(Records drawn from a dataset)
▬▬▬▬▬▬▬▬▬▬
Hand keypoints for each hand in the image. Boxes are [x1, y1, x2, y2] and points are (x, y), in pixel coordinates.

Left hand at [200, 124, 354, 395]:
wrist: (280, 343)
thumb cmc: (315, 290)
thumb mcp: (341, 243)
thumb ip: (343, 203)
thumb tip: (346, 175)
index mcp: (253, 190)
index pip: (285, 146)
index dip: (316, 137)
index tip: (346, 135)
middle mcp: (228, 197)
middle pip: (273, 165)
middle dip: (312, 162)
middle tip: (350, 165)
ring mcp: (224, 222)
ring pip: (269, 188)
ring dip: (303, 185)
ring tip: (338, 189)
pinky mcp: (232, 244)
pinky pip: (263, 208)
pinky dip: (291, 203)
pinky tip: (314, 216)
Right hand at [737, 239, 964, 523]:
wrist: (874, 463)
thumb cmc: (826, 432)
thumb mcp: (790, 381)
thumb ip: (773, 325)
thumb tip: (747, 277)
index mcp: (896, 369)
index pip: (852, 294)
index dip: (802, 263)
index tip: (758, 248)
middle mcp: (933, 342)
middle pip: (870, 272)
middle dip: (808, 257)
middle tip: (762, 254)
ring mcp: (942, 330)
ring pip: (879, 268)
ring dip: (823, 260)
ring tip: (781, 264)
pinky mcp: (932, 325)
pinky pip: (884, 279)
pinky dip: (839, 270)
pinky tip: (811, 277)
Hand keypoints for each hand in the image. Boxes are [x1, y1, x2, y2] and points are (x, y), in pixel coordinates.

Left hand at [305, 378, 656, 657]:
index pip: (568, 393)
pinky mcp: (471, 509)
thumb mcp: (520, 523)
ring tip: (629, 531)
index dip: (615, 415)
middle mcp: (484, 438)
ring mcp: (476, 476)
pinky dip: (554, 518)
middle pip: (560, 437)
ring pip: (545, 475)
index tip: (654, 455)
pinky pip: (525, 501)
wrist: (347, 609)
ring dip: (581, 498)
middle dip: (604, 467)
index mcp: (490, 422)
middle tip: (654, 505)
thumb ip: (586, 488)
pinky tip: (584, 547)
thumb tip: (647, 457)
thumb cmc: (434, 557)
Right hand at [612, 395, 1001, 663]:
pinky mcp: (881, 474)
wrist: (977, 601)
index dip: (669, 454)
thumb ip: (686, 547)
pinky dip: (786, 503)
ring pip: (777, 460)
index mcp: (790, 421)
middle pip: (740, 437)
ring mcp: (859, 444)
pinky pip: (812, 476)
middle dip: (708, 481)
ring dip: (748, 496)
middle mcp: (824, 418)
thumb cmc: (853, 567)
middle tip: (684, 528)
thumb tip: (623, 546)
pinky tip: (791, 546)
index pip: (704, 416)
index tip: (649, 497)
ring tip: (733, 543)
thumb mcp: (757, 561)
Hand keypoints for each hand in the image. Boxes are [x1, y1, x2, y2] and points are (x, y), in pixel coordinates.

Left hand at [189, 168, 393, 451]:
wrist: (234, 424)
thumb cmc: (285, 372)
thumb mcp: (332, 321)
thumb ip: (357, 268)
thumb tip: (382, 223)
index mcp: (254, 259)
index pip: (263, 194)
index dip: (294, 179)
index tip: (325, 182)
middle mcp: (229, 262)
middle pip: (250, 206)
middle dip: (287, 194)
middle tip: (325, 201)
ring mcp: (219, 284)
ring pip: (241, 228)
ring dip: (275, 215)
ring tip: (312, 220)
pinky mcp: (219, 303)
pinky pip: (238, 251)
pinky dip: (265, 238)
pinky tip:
▬▬▬▬▬▬▬▬▬▬
- Work required
The expected result is an exact transcription of the lines from the one containing "index dip: (294, 179)" through the end of the records above; please include both ends.

- Solution to this task
index dip: (294, 179)
index tip: (325, 182)
middle mcp: (229, 262)
middle pip: (250, 206)
middle dip: (287, 194)
middle tip: (325, 201)
ring mcp: (219, 284)
ring pip: (241, 228)
ring dip: (275, 215)
ring tip: (312, 220)
pinky mcp: (219, 303)
pinky pip: (238, 251)
pinky dip: (265, 238)
pinky tip:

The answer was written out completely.